## EXERCISE DIRECTIONS
Report all lines of the data below that hold the word "Parung".

## AVAILABLE DATA

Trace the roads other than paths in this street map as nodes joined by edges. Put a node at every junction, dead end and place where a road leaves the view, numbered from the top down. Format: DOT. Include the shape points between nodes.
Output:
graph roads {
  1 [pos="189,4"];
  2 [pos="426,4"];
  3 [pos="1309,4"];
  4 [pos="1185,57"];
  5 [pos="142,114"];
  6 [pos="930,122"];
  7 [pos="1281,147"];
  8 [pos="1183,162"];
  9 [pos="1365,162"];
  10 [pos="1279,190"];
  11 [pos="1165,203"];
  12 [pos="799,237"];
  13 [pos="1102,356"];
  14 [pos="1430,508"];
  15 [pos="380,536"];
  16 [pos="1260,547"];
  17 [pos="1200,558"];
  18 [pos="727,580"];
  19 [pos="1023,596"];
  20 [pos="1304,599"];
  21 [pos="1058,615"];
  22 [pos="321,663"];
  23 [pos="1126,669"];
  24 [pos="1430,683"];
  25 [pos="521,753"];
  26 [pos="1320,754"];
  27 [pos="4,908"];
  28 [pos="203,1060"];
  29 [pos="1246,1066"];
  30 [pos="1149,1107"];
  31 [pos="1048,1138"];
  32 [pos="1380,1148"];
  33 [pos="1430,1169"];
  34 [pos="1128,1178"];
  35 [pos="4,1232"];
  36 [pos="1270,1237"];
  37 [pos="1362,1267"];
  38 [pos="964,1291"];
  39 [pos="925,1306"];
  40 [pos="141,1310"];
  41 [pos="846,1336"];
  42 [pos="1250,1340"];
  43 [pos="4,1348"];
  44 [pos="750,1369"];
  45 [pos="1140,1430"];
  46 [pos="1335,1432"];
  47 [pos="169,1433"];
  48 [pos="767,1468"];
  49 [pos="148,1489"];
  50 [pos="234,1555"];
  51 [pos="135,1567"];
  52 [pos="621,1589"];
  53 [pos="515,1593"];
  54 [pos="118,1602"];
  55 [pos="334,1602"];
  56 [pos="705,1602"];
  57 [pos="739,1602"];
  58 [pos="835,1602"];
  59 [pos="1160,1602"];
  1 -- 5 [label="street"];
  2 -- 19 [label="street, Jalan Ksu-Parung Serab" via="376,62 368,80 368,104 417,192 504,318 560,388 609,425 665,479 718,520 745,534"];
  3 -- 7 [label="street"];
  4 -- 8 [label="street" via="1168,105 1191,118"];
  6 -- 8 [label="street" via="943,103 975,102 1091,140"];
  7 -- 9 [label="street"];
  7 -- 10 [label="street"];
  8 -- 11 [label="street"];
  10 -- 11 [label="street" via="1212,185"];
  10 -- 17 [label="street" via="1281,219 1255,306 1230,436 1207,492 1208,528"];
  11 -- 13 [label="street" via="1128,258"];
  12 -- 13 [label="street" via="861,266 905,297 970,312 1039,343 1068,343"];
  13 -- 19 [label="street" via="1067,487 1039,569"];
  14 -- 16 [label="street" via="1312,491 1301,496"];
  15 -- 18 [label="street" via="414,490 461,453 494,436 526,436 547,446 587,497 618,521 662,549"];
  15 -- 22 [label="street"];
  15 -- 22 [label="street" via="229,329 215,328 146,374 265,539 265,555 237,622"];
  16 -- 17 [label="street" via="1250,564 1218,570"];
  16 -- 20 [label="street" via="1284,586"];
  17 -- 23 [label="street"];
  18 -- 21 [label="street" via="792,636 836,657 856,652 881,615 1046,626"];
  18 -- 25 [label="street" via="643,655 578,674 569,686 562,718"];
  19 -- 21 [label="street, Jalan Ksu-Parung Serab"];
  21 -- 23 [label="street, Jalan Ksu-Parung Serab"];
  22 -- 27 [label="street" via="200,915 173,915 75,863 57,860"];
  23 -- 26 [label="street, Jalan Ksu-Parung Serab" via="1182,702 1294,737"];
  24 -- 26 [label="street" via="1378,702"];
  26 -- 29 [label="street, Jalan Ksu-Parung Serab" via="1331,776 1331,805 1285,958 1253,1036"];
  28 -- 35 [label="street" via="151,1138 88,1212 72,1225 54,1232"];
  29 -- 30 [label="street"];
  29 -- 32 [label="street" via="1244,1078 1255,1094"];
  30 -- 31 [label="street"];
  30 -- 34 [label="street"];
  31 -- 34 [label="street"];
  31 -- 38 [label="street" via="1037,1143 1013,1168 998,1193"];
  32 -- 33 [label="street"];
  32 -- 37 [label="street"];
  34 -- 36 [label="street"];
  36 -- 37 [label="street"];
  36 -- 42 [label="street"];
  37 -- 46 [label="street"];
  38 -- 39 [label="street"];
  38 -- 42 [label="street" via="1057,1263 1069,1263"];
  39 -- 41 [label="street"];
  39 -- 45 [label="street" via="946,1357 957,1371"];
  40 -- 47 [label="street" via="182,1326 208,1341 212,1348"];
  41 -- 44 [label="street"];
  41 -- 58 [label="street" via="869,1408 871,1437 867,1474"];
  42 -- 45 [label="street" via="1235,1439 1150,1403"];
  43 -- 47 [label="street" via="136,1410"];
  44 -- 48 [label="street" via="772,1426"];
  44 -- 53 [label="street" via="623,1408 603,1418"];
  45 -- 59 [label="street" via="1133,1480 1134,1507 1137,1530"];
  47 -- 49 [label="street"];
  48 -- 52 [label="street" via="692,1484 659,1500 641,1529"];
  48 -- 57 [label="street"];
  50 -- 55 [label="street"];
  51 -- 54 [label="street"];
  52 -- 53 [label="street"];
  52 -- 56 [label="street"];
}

## EXERCISE SOLUTION
  2 -- 19 [label="street, Jalan Ksu-Parung Serab" via="376,62 368,80 368,104 417,192 504,318 560,388 609,425 665,479 718,520 745,534"];
  19 -- 21 [label="street, Jalan Ksu-Parung Serab"];
  21 -- 23 [label="street, Jalan Ksu-Parung Serab"];
  23 -- 26 [label="street, Jalan Ksu-Parung Serab" via="1182,702 1294,737"];
  26 -- 29 [label="street, Jalan Ksu-Parung Serab" via="1331,776 1331,805 1285,958 1253,1036"];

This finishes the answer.